=== Material for this task ===
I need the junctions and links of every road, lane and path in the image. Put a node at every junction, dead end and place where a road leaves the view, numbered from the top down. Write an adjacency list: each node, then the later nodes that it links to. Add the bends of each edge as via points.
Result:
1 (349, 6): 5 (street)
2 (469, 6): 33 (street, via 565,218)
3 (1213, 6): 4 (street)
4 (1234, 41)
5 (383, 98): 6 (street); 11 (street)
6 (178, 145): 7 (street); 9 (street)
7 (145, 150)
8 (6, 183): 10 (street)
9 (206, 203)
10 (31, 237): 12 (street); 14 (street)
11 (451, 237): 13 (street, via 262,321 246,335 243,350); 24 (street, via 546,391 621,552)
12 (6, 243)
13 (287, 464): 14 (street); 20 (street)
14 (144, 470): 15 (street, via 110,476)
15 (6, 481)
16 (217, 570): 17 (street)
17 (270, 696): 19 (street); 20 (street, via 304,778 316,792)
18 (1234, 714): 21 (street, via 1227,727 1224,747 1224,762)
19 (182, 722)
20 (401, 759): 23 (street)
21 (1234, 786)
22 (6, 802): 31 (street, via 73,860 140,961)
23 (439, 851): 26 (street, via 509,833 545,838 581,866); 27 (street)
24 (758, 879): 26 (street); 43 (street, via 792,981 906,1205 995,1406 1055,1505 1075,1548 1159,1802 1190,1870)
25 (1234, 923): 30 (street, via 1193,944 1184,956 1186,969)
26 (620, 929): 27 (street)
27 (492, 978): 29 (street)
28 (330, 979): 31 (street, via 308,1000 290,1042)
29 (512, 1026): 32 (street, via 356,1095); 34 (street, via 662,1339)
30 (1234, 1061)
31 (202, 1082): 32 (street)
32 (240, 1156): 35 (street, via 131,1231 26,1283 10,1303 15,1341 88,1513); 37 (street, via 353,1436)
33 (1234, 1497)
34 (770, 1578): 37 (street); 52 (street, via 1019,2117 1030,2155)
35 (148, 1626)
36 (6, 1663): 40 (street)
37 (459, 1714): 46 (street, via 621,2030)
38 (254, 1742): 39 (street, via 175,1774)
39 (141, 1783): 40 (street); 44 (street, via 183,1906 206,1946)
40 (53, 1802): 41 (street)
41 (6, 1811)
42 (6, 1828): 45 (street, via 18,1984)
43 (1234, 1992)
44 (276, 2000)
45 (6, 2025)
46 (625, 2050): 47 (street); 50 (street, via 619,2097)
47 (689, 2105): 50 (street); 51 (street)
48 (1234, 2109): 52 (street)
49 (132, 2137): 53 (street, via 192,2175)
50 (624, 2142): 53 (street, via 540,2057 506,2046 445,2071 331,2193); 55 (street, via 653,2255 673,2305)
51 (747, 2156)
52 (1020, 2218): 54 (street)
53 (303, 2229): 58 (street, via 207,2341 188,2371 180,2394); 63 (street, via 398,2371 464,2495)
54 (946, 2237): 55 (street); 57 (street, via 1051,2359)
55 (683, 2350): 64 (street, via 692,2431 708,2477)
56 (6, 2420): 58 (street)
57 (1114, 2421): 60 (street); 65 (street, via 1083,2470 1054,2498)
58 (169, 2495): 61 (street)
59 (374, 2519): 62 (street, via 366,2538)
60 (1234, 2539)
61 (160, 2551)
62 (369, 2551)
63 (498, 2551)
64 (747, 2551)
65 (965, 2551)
===
The response has to match the records above word for word.

I need the junctions and links of every road, lane and path in the image. Put a node at every junction, dead end and place where a road leaves the view, numbered from the top down. Write an adjacency list: each node, then the later nodes that it links to. Add the bends of each edge as via points.
Result:
1 (349, 6): 5 (street)
2 (469, 6): 33 (street, via 565,218)
3 (1213, 6): 4 (street)
4 (1234, 41)
5 (383, 98): 6 (street); 11 (street)
6 (178, 145): 7 (street); 9 (street)
7 (145, 150)
8 (6, 183): 10 (street)
9 (206, 203)
10 (31, 237): 12 (street); 14 (street)
11 (451, 237): 13 (street, via 262,321 246,335 243,350); 24 (street, via 546,391 621,552)
12 (6, 243)
13 (287, 464): 14 (street); 20 (street)
14 (144, 470): 15 (street, via 110,476)
15 (6, 481)
16 (217, 570): 17 (street)
17 (270, 696): 19 (street); 20 (street, via 304,778 316,792)
18 (1234, 714): 21 (street, via 1227,727 1224,747 1224,762)
19 (182, 722)
20 (401, 759): 23 (street)
21 (1234, 786)
22 (6, 802): 31 (street, via 73,860 140,961)
23 (439, 851): 26 (street, via 509,833 545,838 581,866); 27 (street)
24 (758, 879): 26 (street); 43 (street, via 792,981 906,1205 995,1406 1055,1505 1075,1548 1159,1802 1190,1870)
25 (1234, 923): 30 (street, via 1193,944 1184,956 1186,969)
26 (620, 929): 27 (street)
27 (492, 978): 29 (street)
28 (330, 979): 31 (street, via 308,1000 290,1042)
29 (512, 1026): 32 (street, via 356,1095); 34 (street, via 662,1339)
30 (1234, 1061)
31 (202, 1082): 32 (street)
32 (240, 1156): 35 (street, via 131,1231 26,1283 10,1303 15,1341 88,1513); 37 (street, via 353,1436)
33 (1234, 1497)
34 (770, 1578): 37 (street); 52 (street, via 1019,2117 1030,2155)
35 (148, 1626)
36 (6, 1663): 40 (street)
37 (459, 1714): 46 (street, via 621,2030)
38 (254, 1742): 39 (street, via 175,1774)
39 (141, 1783): 40 (street); 44 (street, via 183,1906 206,1946)
40 (53, 1802): 41 (street)
41 (6, 1811)
42 (6, 1828): 45 (street, via 18,1984)
43 (1234, 1992)
44 (276, 2000)
45 (6, 2025)
46 (625, 2050): 47 (street); 50 (street, via 619,2097)
47 (689, 2105): 50 (street); 51 (street)
48 (1234, 2109): 52 (street)
49 (132, 2137): 53 (street, via 192,2175)
50 (624, 2142): 53 (street, via 540,2057 506,2046 445,2071 331,2193); 55 (street, via 653,2255 673,2305)
51 (747, 2156)
52 (1020, 2218): 54 (street)
53 (303, 2229): 58 (street, via 207,2341 188,2371 180,2394); 63 (street, via 398,2371 464,2495)
54 (946, 2237): 55 (street); 57 (street, via 1051,2359)
55 (683, 2350): 64 (street, via 692,2431 708,2477)
56 (6, 2420): 58 (street)
57 (1114, 2421): 60 (street); 65 (street, via 1083,2470 1054,2498)
58 (169, 2495): 61 (street)
59 (374, 2519): 62 (street, via 366,2538)
60 (1234, 2539)
61 (160, 2551)
62 (369, 2551)
63 (498, 2551)
64 (747, 2551)
65 (965, 2551)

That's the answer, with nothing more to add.